The Federal Reserve should carefully consider future interest rate reductions given that the U.S. economy is showing signs of strength, according to Christopher Waller, a member of the bank’s board of governors.
“Most recently, we have seen upward revisions to [gross domestic income], an increase job vacancies, high GDP growth forecasts, a strong jobs report, and a hotter-than-expected [consumer price index] report,“ Waller said. ”This data is signaling that the economy may not be slowing as much as desired. While we do not want to overreact to this data or look through it, I view the totality of the data as saying monetary policy should proceed with more caution on the pace of rate cuts than was needed at the September meeting.”
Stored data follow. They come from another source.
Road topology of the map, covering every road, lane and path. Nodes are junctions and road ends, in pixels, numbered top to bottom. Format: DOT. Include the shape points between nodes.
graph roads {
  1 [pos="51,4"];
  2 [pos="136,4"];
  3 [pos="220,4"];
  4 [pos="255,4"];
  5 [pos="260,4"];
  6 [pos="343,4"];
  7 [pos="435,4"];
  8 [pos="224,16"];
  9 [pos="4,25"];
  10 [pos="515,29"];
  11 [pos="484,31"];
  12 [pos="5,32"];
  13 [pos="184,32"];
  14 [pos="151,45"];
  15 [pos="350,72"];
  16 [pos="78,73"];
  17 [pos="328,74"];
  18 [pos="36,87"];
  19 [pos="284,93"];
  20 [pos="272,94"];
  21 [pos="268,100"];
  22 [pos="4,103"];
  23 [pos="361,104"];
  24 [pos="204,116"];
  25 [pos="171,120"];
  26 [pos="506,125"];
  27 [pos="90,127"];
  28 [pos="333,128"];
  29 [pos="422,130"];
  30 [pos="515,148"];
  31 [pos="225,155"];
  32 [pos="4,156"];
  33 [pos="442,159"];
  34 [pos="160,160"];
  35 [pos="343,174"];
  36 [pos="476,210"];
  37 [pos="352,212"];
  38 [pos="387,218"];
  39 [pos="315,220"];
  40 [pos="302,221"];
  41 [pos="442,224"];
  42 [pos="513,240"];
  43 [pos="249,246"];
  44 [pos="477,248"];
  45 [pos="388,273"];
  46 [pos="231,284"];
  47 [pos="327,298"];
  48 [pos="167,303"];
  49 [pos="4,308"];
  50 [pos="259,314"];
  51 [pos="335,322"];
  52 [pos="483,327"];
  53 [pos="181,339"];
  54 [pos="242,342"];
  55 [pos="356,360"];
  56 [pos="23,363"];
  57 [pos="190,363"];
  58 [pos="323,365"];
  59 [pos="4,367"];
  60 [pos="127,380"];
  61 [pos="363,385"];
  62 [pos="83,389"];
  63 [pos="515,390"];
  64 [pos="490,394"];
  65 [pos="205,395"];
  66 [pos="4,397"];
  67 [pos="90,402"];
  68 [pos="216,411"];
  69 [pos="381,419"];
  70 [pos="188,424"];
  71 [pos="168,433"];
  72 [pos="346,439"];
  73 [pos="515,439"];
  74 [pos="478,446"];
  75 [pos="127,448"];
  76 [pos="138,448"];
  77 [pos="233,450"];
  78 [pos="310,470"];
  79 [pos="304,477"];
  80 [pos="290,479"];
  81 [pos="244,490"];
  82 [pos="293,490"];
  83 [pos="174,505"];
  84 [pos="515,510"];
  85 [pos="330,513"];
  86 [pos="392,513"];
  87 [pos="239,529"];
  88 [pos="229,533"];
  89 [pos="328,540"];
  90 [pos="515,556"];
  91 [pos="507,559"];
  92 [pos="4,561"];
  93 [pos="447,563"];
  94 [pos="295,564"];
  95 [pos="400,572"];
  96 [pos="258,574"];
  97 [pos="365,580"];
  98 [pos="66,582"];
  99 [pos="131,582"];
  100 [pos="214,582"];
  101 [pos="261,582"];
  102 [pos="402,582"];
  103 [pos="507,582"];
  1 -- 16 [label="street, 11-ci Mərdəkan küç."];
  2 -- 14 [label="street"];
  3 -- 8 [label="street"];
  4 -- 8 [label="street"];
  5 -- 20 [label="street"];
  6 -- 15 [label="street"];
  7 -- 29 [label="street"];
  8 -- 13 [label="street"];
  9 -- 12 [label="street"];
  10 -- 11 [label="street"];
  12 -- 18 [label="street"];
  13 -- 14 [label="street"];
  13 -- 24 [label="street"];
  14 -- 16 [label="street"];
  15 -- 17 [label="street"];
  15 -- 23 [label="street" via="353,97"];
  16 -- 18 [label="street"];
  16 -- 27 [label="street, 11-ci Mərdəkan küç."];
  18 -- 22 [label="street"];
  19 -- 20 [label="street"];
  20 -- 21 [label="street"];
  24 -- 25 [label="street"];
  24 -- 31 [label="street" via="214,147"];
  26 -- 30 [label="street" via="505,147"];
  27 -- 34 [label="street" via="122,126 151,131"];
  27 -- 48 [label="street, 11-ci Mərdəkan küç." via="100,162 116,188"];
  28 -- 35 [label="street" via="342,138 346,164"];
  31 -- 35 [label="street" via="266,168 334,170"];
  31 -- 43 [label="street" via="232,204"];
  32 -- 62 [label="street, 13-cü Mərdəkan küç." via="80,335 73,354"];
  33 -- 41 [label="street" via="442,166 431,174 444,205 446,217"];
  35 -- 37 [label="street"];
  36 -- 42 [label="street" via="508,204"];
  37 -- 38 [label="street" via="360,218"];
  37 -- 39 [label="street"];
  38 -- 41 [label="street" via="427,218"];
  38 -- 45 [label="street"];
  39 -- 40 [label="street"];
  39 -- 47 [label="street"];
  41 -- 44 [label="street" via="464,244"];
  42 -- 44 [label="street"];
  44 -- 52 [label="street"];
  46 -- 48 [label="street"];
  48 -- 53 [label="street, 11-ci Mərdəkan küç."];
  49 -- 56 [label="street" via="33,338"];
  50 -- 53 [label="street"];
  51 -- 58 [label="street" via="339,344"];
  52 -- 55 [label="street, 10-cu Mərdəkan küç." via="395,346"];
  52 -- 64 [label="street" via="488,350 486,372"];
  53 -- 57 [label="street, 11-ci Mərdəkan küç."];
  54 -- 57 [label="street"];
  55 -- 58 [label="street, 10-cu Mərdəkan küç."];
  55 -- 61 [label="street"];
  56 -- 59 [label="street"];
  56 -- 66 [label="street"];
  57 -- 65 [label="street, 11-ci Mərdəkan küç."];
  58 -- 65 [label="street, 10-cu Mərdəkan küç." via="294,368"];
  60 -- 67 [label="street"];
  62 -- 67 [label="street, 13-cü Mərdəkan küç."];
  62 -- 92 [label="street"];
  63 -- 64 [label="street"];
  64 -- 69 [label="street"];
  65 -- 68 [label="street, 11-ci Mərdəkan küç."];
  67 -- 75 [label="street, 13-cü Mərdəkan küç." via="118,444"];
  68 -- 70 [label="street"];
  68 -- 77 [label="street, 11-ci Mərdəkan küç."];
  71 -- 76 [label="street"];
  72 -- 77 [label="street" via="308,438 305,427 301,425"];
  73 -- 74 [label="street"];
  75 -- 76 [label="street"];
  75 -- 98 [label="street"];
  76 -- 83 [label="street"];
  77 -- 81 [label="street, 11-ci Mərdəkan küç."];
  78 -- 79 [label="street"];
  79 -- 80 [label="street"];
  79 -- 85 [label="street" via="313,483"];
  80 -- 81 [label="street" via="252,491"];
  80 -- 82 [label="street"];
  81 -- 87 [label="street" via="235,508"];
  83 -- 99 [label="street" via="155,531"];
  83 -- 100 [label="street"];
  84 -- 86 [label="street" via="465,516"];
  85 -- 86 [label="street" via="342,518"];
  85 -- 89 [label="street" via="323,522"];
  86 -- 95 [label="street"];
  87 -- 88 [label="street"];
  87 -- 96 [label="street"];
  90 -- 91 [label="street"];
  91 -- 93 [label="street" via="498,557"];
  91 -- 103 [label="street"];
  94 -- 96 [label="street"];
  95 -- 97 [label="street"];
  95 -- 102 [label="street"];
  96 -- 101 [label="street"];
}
Waller said that although there has been a “lot of progress” in controlling inflation over the past 1 1/2 years, “that progress has clearly been uneven.”
“At times, it feels like being on a rollercoaster,” he said.
“Whether or not this month’s inflation reading is just noise or if it signals ongoing increases, is yet to be seen.”
Waller clarified that his baseline still calls for cutting down the interest rate “gradually over the next year” irrespective of what happens in the near term.
Rate Cut Policies
During the September Federal Open Market Committee meeting, participants noted that inflation was moving toward the Fed’s 2 percent goal but remained “somewhat elevated,” according to minutes of the event.A “substantial majority” supported reducing the interest rate by 50 basis points, noting that the move would help to maintain the strength of the economy and labor market while continuing to pressure inflation downward. Others suggested a 25-basis-point cut.
“Some participants emphasized that reducing policy restraint too late or too little could risk unduly weakening economic activity and employment. A few participants highlighted in particular the costs and challenges of addressing such a weakening once it is fully under way,” the minutes read.
“Several participants remarked that reducing policy restraint too soon or too much could risk a stalling or a reversal of the progress on inflation.”
“With the benefit of hindsight, the 50 basis point cut in September was a mistake, though not one of great consequence,“ he said. ”With this data, ‘no landing’ as well as ‘hard landing’ is a risk the @federalreserve has to reckon with.”